**Work request:** Set down each entry below exactly as written, keeping the pictures out.

**Available data:**

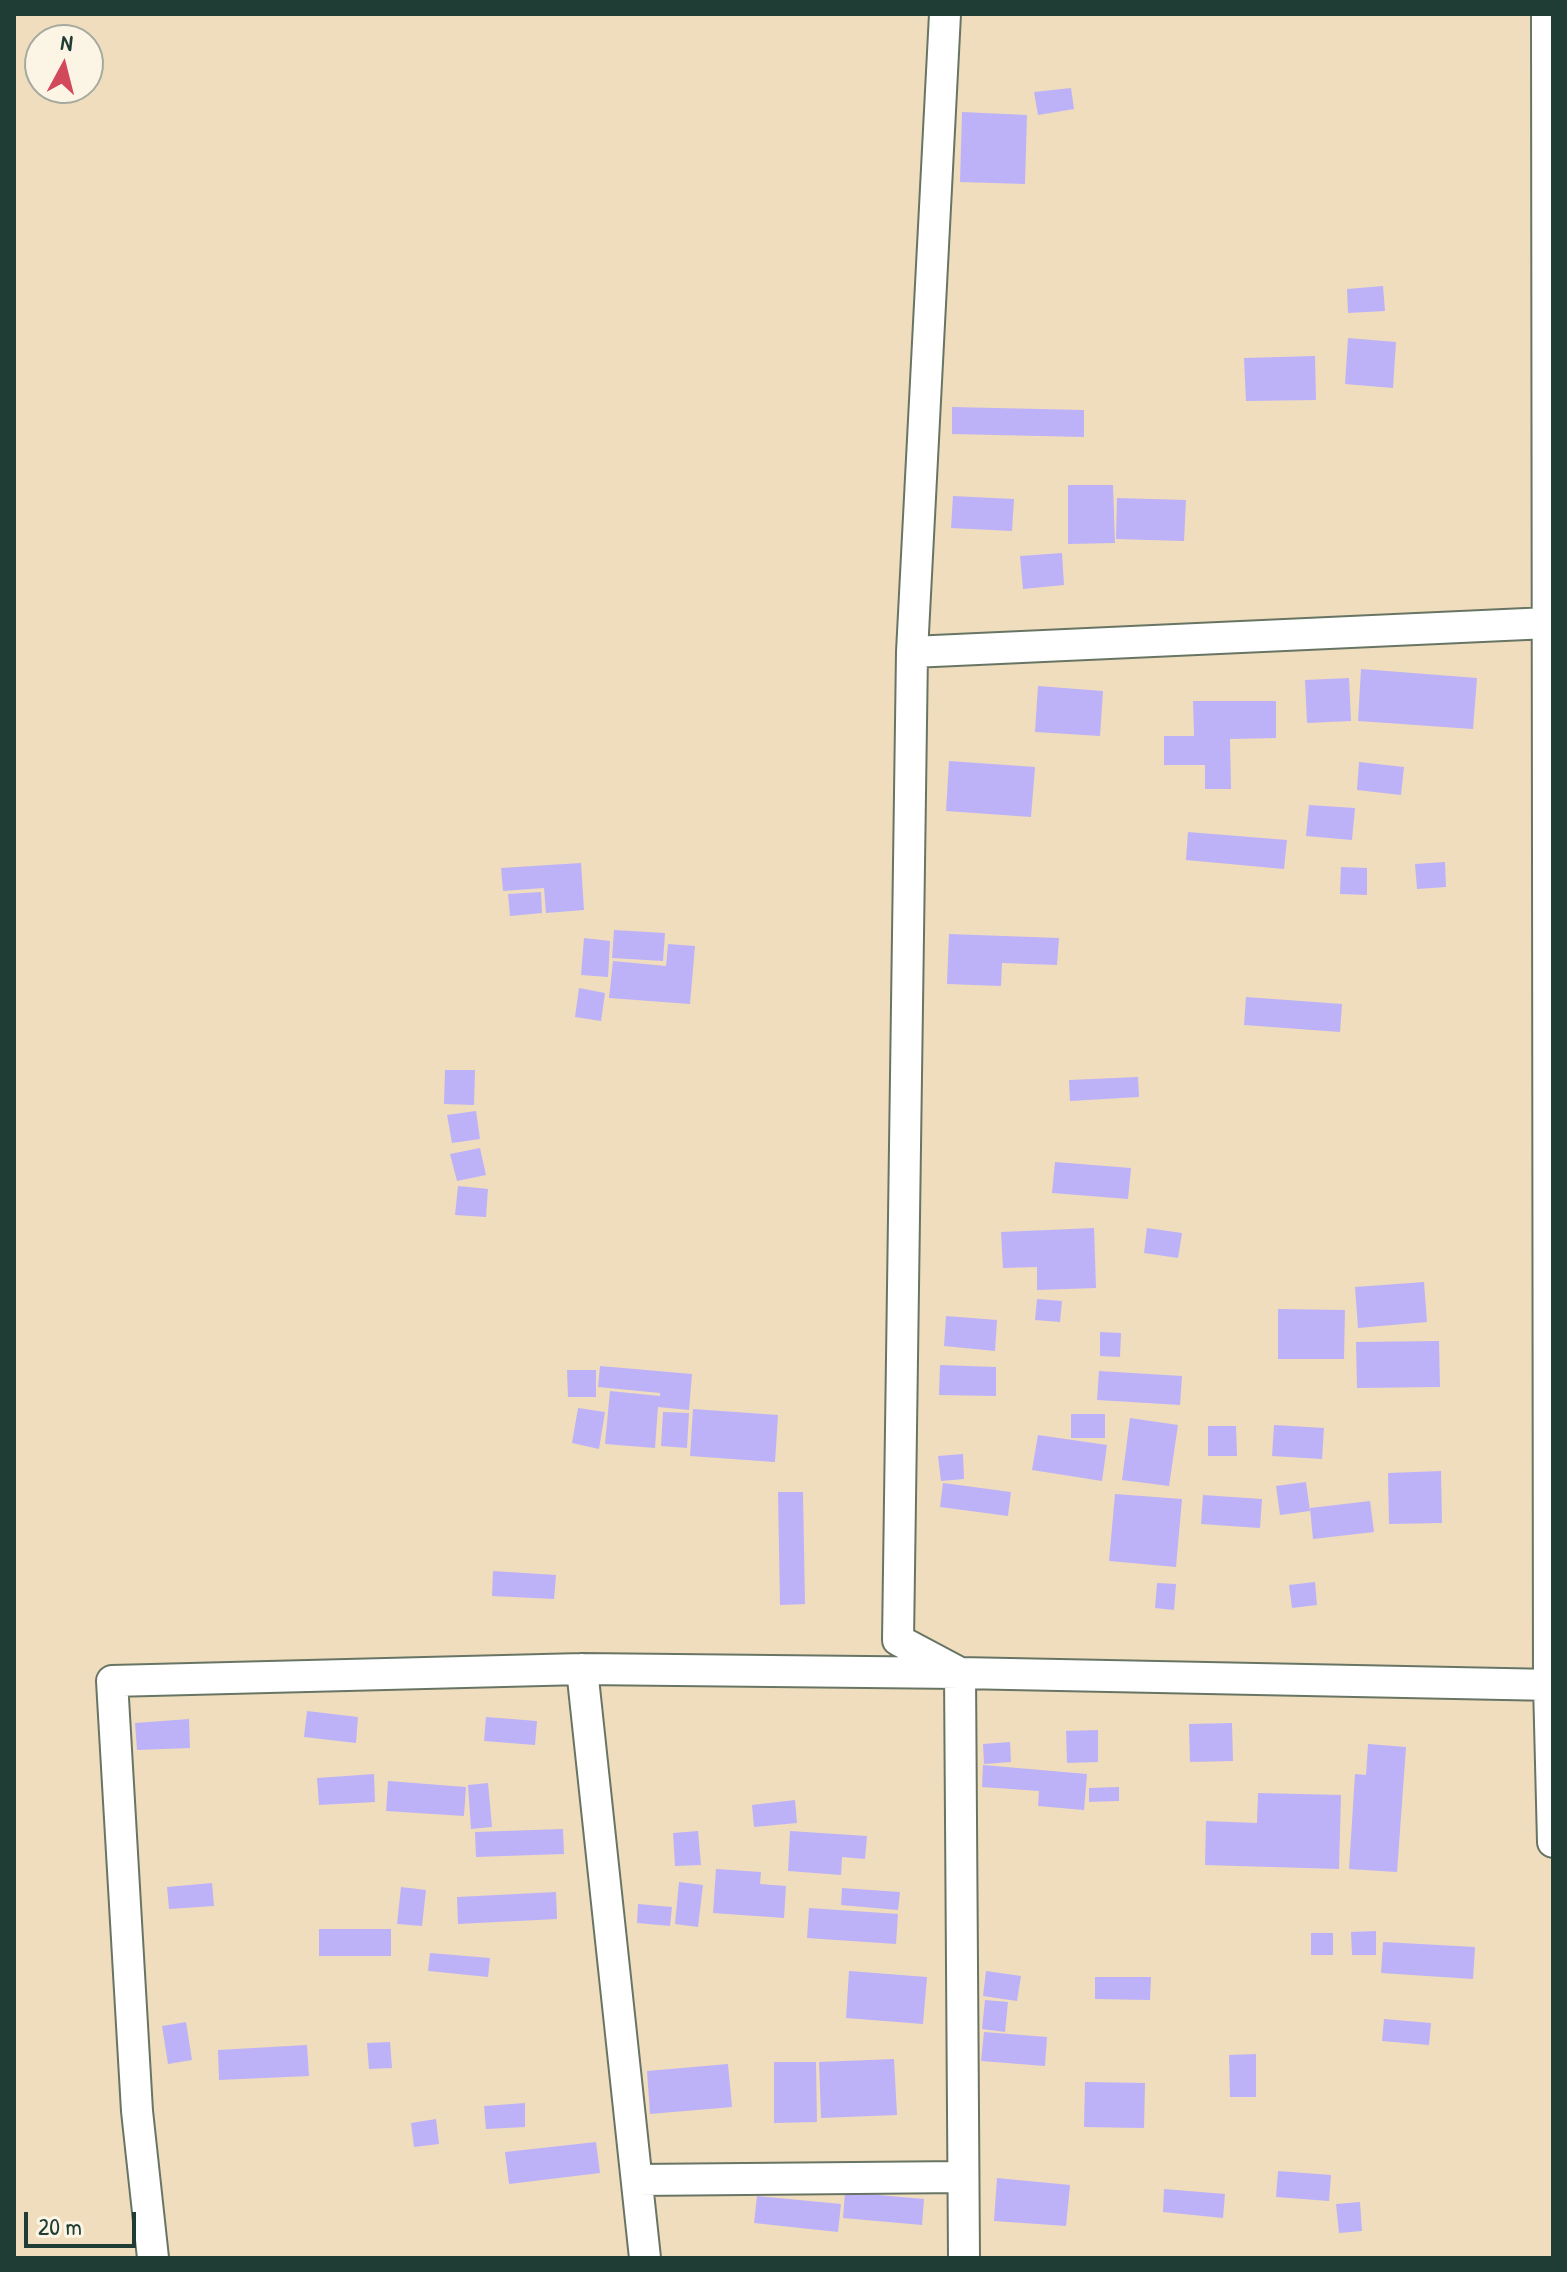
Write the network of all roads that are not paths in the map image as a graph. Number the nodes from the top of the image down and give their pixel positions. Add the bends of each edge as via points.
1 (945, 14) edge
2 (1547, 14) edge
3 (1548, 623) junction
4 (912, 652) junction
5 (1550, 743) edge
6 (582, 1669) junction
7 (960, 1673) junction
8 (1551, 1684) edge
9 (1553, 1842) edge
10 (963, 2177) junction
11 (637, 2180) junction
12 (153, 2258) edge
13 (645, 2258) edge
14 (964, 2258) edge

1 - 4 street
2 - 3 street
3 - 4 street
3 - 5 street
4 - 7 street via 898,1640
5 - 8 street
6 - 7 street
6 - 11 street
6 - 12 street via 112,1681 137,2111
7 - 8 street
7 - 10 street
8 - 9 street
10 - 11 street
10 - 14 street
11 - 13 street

**Answer to the problem:**
Write the network of all roads that are not paths in the map image as a graph. Number the nodes from the top of the image down and give their pixel positions. Add the bends of each edge as via points.
1 (945, 14) edge
2 (1547, 14) edge
3 (1548, 623) junction
4 (912, 652) junction
5 (1550, 743) edge
6 (582, 1669) junction
7 (960, 1673) junction
8 (1551, 1684) edge
9 (1553, 1842) edge
10 (963, 2177) junction
11 (637, 2180) junction
12 (153, 2258) edge
13 (645, 2258) edge
14 (964, 2258) edge

1 - 4 street
2 - 3 street
3 - 4 street
3 - 5 street
4 - 7 street via 898,1640
5 - 8 street
6 - 7 street
6 - 11 street
6 - 12 street via 112,1681 137,2111
7 - 8 street
7 - 10 street
8 - 9 street
10 - 11 street
10 - 14 street
11 - 13 street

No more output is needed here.